_Task objective_
Below are the records; restate all of them word for word.

_Listed records_
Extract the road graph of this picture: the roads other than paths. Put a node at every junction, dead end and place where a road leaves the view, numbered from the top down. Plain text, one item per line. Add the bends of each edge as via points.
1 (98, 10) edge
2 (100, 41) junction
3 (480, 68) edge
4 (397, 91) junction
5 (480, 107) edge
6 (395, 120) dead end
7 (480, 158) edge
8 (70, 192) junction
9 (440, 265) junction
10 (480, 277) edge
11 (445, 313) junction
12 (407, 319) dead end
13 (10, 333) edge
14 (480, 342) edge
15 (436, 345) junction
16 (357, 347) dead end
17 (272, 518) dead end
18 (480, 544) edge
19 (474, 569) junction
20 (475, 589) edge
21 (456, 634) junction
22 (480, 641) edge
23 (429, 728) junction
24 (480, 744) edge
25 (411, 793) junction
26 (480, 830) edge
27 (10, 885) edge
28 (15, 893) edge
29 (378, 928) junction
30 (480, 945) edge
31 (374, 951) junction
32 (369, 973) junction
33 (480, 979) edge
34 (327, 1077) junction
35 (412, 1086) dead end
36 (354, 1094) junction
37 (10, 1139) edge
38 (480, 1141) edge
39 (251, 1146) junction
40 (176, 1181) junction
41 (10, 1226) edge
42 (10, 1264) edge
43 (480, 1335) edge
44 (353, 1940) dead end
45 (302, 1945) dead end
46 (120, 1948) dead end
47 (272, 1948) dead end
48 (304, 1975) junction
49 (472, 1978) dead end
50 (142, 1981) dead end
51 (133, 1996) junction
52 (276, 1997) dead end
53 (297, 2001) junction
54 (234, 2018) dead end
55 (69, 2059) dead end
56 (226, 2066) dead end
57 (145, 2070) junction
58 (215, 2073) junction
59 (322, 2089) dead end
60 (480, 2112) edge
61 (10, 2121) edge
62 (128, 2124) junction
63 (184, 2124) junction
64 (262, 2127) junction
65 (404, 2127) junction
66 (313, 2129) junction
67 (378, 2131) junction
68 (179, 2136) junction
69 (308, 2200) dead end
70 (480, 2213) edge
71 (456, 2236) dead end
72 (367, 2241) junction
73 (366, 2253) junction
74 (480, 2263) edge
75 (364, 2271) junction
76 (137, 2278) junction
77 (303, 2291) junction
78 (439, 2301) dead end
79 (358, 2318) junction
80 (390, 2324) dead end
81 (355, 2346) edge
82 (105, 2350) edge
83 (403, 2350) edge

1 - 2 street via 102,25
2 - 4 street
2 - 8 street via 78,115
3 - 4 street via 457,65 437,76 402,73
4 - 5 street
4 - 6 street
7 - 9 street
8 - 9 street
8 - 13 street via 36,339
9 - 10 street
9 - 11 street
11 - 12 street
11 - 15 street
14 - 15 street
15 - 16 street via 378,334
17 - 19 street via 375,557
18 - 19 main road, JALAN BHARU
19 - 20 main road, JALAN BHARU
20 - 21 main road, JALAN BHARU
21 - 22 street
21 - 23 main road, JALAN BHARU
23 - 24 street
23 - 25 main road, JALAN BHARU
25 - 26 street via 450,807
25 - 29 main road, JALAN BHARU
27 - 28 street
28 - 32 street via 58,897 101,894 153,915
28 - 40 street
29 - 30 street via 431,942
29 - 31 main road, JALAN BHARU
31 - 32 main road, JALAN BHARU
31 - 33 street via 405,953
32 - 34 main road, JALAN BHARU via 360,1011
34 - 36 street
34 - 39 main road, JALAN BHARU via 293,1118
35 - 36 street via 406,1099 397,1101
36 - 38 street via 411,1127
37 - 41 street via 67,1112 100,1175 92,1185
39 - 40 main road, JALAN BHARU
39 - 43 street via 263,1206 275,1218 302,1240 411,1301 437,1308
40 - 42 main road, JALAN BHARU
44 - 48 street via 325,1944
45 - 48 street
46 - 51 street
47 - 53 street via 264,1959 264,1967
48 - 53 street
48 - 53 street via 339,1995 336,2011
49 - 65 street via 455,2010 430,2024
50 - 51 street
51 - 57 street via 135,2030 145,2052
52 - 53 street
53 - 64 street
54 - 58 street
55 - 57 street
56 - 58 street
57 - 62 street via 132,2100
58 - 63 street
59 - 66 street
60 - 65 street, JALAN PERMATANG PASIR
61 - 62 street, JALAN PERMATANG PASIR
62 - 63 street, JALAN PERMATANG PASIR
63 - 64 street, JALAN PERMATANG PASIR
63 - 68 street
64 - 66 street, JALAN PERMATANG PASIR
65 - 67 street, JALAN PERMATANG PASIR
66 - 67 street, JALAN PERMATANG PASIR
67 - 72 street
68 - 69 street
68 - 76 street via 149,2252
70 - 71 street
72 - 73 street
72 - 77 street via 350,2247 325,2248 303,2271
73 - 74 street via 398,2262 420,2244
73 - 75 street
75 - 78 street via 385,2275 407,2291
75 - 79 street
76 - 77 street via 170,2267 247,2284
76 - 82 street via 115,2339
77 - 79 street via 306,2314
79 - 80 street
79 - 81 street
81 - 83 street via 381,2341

_Expected answer_
Extract the road graph of this picture: the roads other than paths. Put a node at every junction, dead end and place where a road leaves the view, numbered from the top down. Plain text, one item per line. Add the bends of each edge as via points.
1 (98, 10) edge
2 (100, 41) junction
3 (480, 68) edge
4 (397, 91) junction
5 (480, 107) edge
6 (395, 120) dead end
7 (480, 158) edge
8 (70, 192) junction
9 (440, 265) junction
10 (480, 277) edge
11 (445, 313) junction
12 (407, 319) dead end
13 (10, 333) edge
14 (480, 342) edge
15 (436, 345) junction
16 (357, 347) dead end
17 (272, 518) dead end
18 (480, 544) edge
19 (474, 569) junction
20 (475, 589) edge
21 (456, 634) junction
22 (480, 641) edge
23 (429, 728) junction
24 (480, 744) edge
25 (411, 793) junction
26 (480, 830) edge
27 (10, 885) edge
28 (15, 893) edge
29 (378, 928) junction
30 (480, 945) edge
31 (374, 951) junction
32 (369, 973) junction
33 (480, 979) edge
34 (327, 1077) junction
35 (412, 1086) dead end
36 (354, 1094) junction
37 (10, 1139) edge
38 (480, 1141) edge
39 (251, 1146) junction
40 (176, 1181) junction
41 (10, 1226) edge
42 (10, 1264) edge
43 (480, 1335) edge
44 (353, 1940) dead end
45 (302, 1945) dead end
46 (120, 1948) dead end
47 (272, 1948) dead end
48 (304, 1975) junction
49 (472, 1978) dead end
50 (142, 1981) dead end
51 (133, 1996) junction
52 (276, 1997) dead end
53 (297, 2001) junction
54 (234, 2018) dead end
55 (69, 2059) dead end
56 (226, 2066) dead end
57 (145, 2070) junction
58 (215, 2073) junction
59 (322, 2089) dead end
60 (480, 2112) edge
61 (10, 2121) edge
62 (128, 2124) junction
63 (184, 2124) junction
64 (262, 2127) junction
65 (404, 2127) junction
66 (313, 2129) junction
67 (378, 2131) junction
68 (179, 2136) junction
69 (308, 2200) dead end
70 (480, 2213) edge
71 (456, 2236) dead end
72 (367, 2241) junction
73 (366, 2253) junction
74 (480, 2263) edge
75 (364, 2271) junction
76 (137, 2278) junction
77 (303, 2291) junction
78 (439, 2301) dead end
79 (358, 2318) junction
80 (390, 2324) dead end
81 (355, 2346) edge
82 (105, 2350) edge
83 (403, 2350) edge

1 - 2 street via 102,25
2 - 4 street
2 - 8 street via 78,115
3 - 4 street via 457,65 437,76 402,73
4 - 5 street
4 - 6 street
7 - 9 street
8 - 9 street
8 - 13 street via 36,339
9 - 10 street
9 - 11 street
11 - 12 street
11 - 15 street
14 - 15 street
15 - 16 street via 378,334
17 - 19 street via 375,557
18 - 19 main road, JALAN BHARU
19 - 20 main road, JALAN BHARU
20 - 21 main road, JALAN BHARU
21 - 22 street
21 - 23 main road, JALAN BHARU
23 - 24 street
23 - 25 main road, JALAN BHARU
25 - 26 street via 450,807
25 - 29 main road, JALAN BHARU
27 - 28 street
28 - 32 street via 58,897 101,894 153,915
28 - 40 street
29 - 30 street via 431,942
29 - 31 main road, JALAN BHARU
31 - 32 main road, JALAN BHARU
31 - 33 street via 405,953
32 - 34 main road, JALAN BHARU via 360,1011
34 - 36 street
34 - 39 main road, JALAN BHARU via 293,1118
35 - 36 street via 406,1099 397,1101
36 - 38 street via 411,1127
37 - 41 street via 67,1112 100,1175 92,1185
39 - 40 main road, JALAN BHARU
39 - 43 street via 263,1206 275,1218 302,1240 411,1301 437,1308
40 - 42 main road, JALAN BHARU
44 - 48 street via 325,1944
45 - 48 street
46 - 51 street
47 - 53 street via 264,1959 264,1967
48 - 53 street
48 - 53 street via 339,1995 336,2011
49 - 65 street via 455,2010 430,2024
50 - 51 street
51 - 57 street via 135,2030 145,2052
52 - 53 street
53 - 64 street
54 - 58 street
55 - 57 street
56 - 58 street
57 - 62 street via 132,2100
58 - 63 street
59 - 66 street
60 - 65 street, JALAN PERMATANG PASIR
61 - 62 street, JALAN PERMATANG PASIR
62 - 63 street, JALAN PERMATANG PASIR
63 - 64 street, JALAN PERMATANG PASIR
63 - 68 street
64 - 66 street, JALAN PERMATANG PASIR
65 - 67 street, JALAN PERMATANG PASIR
66 - 67 street, JALAN PERMATANG PASIR
67 - 72 street
68 - 69 street
68 - 76 street via 149,2252
70 - 71 street
72 - 73 street
72 - 77 street via 350,2247 325,2248 303,2271
73 - 74 street via 398,2262 420,2244
73 - 75 street
75 - 78 street via 385,2275 407,2291
75 - 79 street
76 - 77 street via 170,2267 247,2284
76 - 82 street via 115,2339
77 - 79 street via 306,2314
79 - 80 street
79 - 81 street
81 - 83 street via 381,2341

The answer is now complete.